Country: Republic of Tunisia
Project: Agropastoral Development and Local Initiatives Promotion Programme for the South-East
Total Project Cost: USD 44.3 million
IFAD Loan: USD 18.7 million

The proposed programme concerns the southeastern part of the country where there are the ‘lower arid’ and ‘Saharan’ climatic areas, in fact poverty is endemic in this region due to the harsh natural conditions and climatic hazards. It’s main potential is extensive pastoralism and marginal dry-land agriculture. This IFAD programme mainly aims at initiating a process of sustainable development and tackling the main sources of economic vulnerability.
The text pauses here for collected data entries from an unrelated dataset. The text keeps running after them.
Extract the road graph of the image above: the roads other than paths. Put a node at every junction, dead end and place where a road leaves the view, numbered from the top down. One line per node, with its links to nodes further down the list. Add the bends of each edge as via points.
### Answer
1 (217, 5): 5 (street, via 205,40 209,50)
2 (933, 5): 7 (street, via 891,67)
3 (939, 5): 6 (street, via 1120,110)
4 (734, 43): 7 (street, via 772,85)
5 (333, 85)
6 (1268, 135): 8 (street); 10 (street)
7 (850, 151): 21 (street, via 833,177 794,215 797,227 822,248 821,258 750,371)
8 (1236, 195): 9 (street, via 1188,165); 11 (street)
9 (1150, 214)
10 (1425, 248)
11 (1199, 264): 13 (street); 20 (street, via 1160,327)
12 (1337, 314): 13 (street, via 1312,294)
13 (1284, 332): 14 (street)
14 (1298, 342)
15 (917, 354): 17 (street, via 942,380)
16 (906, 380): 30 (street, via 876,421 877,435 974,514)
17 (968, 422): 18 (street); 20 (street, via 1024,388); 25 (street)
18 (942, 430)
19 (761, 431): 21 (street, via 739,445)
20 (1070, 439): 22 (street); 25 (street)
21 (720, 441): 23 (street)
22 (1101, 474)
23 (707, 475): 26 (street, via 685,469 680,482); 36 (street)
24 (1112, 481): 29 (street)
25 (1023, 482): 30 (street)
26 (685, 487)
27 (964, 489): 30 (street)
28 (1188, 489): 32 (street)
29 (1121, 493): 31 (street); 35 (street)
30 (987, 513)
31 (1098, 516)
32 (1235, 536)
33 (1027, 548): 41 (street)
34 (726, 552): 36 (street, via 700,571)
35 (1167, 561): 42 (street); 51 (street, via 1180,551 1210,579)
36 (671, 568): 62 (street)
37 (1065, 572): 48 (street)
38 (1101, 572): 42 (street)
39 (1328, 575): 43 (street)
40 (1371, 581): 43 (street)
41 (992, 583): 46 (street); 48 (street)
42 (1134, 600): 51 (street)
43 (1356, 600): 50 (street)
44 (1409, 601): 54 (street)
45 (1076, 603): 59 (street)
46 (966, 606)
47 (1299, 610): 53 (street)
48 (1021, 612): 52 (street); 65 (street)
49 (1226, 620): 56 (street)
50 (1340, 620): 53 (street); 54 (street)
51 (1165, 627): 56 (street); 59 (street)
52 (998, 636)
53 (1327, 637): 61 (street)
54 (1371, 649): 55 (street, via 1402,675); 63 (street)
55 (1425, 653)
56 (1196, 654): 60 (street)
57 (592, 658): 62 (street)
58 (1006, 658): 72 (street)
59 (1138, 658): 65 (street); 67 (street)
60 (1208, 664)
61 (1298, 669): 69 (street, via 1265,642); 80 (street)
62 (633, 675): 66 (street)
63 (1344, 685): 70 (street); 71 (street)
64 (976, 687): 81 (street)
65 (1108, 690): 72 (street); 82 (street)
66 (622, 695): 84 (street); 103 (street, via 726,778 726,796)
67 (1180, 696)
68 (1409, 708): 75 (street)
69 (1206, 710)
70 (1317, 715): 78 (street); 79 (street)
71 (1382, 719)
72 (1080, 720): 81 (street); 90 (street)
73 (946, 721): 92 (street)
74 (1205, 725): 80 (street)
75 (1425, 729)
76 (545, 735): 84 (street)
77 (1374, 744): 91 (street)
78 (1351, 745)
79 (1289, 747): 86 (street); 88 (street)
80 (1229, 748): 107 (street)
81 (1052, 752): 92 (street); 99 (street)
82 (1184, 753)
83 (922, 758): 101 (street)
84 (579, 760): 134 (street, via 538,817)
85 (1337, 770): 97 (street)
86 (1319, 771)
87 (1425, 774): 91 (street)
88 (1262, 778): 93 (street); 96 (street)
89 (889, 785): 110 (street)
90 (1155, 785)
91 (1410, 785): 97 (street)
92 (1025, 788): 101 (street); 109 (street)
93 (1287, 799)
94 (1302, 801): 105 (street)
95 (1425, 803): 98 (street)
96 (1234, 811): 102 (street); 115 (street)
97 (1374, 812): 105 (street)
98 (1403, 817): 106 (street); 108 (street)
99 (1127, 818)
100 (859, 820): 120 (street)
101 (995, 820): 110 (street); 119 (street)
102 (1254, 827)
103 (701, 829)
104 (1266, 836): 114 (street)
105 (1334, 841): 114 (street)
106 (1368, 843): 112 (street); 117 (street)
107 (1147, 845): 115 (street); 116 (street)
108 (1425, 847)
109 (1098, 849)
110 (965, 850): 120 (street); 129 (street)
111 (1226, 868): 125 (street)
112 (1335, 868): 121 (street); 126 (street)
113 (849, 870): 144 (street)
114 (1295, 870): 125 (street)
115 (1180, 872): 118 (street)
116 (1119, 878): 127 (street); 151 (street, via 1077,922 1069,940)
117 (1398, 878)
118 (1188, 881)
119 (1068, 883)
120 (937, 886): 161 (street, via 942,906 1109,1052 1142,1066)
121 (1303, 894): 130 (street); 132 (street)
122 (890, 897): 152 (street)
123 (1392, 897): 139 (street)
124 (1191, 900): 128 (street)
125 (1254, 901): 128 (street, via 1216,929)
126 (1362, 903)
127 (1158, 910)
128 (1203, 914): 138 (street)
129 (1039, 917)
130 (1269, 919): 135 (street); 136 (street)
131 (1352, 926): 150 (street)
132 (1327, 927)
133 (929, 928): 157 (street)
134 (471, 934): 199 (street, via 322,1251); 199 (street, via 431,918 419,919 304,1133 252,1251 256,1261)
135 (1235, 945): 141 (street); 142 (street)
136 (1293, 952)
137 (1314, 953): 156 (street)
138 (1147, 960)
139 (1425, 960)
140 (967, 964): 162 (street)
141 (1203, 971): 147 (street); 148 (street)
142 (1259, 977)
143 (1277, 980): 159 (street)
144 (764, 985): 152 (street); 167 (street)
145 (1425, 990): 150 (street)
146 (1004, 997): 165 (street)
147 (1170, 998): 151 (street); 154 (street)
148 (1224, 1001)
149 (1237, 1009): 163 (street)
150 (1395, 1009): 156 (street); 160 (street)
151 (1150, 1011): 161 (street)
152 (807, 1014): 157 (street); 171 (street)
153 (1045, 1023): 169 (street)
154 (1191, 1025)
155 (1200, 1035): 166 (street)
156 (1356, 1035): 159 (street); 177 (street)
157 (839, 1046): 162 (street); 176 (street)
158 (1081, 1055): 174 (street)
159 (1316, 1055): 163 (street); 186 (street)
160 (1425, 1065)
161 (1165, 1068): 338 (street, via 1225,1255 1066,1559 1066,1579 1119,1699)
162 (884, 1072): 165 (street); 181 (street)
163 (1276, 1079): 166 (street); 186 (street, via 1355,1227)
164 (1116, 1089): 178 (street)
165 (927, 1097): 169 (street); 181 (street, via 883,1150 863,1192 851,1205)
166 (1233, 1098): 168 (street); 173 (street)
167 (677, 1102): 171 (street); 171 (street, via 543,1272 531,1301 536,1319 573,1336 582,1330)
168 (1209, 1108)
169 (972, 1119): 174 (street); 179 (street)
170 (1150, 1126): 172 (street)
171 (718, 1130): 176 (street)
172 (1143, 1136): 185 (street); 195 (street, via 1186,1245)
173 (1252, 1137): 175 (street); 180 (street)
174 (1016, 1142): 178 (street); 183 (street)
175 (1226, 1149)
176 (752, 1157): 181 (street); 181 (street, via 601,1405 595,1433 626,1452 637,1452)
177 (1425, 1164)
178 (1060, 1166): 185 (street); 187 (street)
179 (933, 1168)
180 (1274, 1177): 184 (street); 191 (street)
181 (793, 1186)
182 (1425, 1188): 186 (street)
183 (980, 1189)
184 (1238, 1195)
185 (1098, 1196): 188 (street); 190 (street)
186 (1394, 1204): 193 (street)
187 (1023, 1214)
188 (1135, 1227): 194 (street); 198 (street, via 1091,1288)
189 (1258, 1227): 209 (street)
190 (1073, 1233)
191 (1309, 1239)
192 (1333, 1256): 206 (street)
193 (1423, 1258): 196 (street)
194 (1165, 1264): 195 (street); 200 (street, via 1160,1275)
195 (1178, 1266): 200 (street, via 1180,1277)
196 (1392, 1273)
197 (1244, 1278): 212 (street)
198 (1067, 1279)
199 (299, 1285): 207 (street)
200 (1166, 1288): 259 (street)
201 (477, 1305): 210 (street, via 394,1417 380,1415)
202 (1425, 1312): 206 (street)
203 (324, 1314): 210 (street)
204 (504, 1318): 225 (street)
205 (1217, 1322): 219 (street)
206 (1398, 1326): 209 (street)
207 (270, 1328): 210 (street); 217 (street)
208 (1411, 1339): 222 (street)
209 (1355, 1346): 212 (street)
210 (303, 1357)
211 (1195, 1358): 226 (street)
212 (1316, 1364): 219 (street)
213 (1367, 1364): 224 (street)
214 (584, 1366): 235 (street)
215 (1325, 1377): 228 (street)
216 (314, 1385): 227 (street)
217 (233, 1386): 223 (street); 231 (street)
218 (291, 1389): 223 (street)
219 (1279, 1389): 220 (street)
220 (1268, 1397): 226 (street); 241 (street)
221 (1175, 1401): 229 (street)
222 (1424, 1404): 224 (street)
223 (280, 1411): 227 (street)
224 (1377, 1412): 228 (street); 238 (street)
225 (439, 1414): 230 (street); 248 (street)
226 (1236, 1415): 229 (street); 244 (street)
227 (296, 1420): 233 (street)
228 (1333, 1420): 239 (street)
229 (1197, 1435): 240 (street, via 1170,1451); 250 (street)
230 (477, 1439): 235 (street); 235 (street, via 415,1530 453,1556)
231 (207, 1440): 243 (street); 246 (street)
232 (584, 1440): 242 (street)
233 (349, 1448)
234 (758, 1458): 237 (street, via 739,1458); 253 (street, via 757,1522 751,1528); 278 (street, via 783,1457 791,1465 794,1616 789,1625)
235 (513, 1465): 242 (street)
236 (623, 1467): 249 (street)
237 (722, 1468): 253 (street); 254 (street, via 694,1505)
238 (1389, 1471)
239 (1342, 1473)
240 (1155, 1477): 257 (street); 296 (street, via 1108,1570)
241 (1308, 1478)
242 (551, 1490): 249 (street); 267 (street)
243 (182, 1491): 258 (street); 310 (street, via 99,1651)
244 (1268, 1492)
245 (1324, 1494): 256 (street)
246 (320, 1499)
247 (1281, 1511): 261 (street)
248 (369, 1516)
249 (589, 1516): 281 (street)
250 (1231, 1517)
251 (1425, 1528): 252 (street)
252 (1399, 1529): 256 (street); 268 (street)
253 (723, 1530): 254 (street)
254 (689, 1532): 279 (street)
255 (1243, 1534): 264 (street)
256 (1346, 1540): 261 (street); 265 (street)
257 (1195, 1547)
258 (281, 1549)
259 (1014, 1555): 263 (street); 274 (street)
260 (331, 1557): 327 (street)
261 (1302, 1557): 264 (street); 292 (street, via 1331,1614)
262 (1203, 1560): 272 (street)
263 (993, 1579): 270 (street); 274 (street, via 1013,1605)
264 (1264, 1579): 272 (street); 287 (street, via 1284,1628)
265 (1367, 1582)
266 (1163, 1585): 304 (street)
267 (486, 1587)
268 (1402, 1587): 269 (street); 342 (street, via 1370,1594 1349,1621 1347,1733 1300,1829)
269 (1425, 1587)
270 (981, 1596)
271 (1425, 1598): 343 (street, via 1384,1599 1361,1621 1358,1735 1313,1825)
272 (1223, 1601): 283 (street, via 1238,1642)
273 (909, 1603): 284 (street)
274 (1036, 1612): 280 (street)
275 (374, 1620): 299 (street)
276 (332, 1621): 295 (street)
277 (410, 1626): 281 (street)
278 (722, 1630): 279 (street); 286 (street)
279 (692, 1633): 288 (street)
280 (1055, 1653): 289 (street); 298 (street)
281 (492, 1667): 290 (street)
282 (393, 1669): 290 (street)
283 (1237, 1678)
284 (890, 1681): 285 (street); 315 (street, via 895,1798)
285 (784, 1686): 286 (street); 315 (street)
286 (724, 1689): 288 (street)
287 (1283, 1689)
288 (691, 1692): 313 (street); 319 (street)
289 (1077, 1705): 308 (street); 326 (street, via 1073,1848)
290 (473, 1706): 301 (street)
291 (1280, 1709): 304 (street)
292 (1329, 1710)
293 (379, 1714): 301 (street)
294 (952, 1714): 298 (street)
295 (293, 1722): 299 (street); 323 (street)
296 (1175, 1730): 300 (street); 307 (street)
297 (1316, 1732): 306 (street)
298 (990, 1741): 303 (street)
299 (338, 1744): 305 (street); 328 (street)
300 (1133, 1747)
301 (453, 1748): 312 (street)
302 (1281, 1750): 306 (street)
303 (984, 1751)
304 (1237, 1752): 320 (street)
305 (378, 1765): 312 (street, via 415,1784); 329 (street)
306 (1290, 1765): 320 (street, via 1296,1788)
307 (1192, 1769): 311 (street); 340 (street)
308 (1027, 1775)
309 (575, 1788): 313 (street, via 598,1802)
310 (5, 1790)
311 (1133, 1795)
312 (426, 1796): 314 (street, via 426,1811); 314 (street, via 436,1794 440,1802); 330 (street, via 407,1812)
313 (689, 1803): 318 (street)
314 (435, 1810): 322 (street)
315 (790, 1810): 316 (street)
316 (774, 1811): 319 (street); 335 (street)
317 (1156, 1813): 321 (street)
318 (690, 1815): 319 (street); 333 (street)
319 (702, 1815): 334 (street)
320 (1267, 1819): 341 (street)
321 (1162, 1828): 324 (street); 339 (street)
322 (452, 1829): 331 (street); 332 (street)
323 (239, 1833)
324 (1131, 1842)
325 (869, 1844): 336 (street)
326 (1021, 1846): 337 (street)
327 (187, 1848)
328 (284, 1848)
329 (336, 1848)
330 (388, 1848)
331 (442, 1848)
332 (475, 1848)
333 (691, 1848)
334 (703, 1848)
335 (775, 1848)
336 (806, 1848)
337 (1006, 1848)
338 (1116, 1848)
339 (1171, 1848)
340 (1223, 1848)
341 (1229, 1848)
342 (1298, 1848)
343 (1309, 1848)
Country: Republic of Yemen
Project: Dhamar Participatory Rural Development Project
Total Project Cost: USD 22.66 million
IFAD Loan: USD 14.01 million

Dhamar is Yemens’ sixth most populated governorate and up to 70% of the population live in highland, rainfed villages below the poverty line. Entire communities live in conditions of poverty and deprivation, with a standard of living that in some cases has remained unchanged for hundreds of years. The project’s overall goal is to enhance the food security of subsistence farmers, raise family incomes and improve the living conditions and development participation of small farm households and village communities in Dhamar.